» AVAILABLE RECORDS:
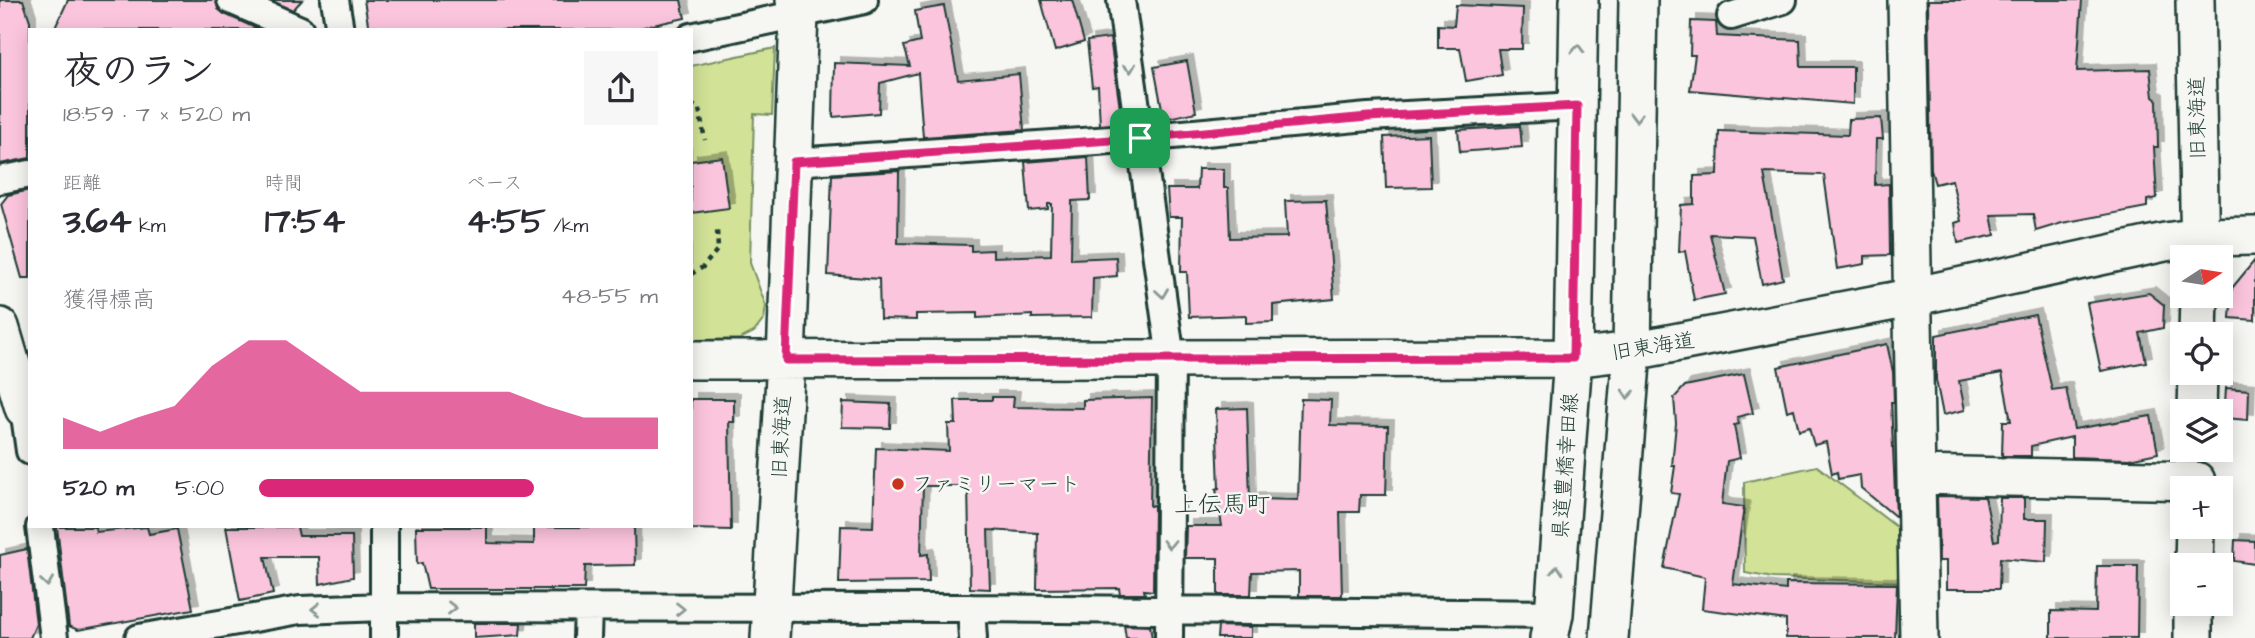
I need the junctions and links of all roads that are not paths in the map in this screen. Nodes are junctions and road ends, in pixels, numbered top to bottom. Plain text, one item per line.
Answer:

---

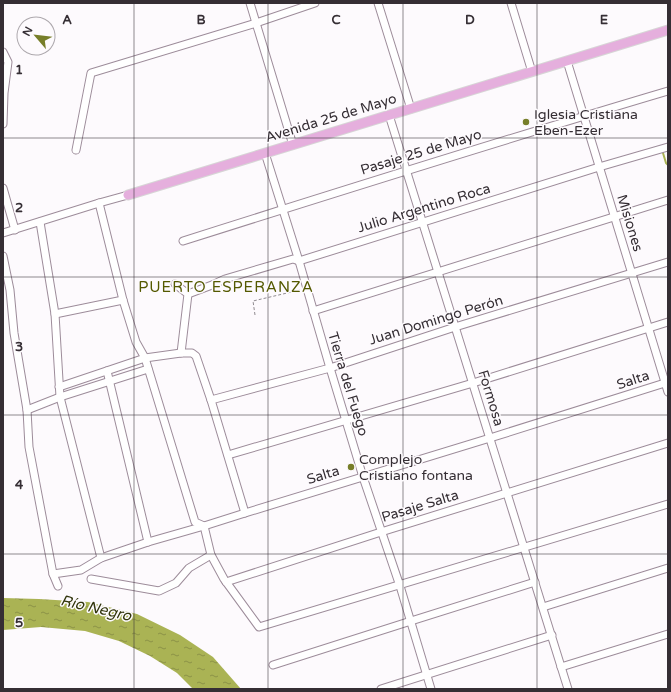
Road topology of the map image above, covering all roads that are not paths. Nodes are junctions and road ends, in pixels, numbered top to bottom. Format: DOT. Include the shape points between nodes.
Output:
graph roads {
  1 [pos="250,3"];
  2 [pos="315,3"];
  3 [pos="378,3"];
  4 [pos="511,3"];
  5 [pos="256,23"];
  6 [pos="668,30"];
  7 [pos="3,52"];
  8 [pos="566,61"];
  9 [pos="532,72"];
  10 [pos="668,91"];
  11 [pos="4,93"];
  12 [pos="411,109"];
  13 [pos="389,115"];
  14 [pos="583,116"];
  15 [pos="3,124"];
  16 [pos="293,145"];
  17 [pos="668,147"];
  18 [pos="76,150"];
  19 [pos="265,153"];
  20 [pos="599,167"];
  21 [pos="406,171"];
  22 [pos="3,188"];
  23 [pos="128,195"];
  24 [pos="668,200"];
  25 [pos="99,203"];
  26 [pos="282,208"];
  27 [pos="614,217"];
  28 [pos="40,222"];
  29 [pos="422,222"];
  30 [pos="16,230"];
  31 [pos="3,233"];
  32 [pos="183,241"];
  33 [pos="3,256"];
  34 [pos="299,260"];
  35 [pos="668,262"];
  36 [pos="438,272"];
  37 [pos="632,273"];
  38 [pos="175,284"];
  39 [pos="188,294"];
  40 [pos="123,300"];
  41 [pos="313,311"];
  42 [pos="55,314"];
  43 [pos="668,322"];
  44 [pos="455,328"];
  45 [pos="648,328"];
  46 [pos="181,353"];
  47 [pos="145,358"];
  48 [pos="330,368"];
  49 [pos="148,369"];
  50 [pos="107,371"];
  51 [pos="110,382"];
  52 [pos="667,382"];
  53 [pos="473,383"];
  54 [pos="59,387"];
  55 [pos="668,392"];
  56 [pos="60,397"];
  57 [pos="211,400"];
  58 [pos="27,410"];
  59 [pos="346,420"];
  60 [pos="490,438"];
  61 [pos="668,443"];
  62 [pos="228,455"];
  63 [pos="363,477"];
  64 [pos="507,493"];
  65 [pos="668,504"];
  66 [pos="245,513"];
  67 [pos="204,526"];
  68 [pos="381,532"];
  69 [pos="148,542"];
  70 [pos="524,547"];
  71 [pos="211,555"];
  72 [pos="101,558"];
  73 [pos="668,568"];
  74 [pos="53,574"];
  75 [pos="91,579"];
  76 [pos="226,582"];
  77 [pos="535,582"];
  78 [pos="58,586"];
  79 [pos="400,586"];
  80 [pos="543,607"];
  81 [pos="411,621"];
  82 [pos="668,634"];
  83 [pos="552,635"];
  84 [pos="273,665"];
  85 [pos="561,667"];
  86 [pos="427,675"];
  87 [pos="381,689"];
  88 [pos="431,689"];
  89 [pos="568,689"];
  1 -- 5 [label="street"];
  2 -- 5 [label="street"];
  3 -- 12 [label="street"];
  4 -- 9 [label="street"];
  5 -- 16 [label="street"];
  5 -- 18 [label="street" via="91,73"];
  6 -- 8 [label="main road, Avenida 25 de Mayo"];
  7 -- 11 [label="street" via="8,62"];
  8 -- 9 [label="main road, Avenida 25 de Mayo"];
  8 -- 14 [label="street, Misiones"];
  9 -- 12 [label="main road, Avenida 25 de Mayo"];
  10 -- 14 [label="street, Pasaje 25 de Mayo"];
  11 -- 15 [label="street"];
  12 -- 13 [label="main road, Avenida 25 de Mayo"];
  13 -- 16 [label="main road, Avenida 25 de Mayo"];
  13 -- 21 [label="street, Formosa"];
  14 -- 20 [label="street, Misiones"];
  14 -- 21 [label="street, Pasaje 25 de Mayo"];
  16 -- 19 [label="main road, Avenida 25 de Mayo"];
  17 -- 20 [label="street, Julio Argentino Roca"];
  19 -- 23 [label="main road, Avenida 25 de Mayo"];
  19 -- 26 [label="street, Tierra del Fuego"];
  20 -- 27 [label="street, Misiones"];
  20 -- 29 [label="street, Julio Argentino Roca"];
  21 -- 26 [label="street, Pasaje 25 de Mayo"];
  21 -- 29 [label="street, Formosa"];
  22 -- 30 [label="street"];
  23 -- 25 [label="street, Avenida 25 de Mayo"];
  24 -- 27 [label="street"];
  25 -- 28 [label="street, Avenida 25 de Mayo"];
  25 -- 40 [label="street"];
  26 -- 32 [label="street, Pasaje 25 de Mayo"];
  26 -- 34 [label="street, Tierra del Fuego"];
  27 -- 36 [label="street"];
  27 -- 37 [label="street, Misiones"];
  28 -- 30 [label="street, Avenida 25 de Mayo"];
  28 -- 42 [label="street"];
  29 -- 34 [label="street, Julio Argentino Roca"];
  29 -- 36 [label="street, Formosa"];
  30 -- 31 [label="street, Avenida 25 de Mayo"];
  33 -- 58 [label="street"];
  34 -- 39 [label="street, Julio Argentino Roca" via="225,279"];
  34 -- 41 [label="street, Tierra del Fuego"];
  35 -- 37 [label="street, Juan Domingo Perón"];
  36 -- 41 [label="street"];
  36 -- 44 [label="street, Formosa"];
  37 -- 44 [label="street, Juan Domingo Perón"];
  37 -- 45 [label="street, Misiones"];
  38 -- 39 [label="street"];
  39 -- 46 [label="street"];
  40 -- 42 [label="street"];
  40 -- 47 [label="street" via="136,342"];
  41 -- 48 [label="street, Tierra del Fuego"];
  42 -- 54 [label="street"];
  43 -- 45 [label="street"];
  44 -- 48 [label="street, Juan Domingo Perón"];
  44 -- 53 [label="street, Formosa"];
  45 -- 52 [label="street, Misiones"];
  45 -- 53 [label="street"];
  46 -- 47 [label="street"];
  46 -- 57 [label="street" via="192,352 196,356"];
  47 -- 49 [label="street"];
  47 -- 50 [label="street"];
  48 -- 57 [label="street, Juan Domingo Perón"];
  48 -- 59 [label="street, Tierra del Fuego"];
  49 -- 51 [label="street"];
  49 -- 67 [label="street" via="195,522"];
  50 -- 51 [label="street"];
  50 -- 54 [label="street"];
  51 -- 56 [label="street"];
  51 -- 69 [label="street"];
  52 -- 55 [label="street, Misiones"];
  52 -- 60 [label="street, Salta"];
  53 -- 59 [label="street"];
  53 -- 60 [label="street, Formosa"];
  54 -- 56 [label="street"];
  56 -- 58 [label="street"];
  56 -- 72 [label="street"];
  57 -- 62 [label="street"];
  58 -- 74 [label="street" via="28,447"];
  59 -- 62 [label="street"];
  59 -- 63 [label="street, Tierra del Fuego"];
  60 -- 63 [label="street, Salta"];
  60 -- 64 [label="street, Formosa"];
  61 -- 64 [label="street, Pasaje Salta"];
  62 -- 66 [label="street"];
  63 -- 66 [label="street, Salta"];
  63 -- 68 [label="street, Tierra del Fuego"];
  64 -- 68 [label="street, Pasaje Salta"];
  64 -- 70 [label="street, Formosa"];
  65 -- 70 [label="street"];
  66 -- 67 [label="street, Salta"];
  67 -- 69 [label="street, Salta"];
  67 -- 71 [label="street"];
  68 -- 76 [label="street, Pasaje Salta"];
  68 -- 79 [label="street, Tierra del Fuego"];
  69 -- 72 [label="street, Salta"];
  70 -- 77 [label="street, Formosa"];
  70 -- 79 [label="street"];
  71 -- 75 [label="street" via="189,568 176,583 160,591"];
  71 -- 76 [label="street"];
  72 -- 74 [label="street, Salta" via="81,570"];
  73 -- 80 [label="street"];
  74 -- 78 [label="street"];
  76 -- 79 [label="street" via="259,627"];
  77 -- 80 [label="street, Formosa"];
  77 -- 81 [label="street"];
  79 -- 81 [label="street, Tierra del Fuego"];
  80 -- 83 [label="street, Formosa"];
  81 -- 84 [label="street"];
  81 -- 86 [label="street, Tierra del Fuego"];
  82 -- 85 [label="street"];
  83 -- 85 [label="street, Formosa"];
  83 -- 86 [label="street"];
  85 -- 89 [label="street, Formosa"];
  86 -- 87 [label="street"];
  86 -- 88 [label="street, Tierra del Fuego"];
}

» PROMPT: Return every line of the entries above that the string "ends" appears in.

» REPLY TO THE EXERCISE:
I need the junctions and links of all roads that are not paths in the map in this screen. Nodes are junctions and road ends, in pixels, numbered top to bottom. Plain text, one item per line.
Road topology of the map image above, covering all roads that are not paths. Nodes are junctions and road ends, in pixels, numbered top to bottom. Format: DOT. Include the shape points between nodes.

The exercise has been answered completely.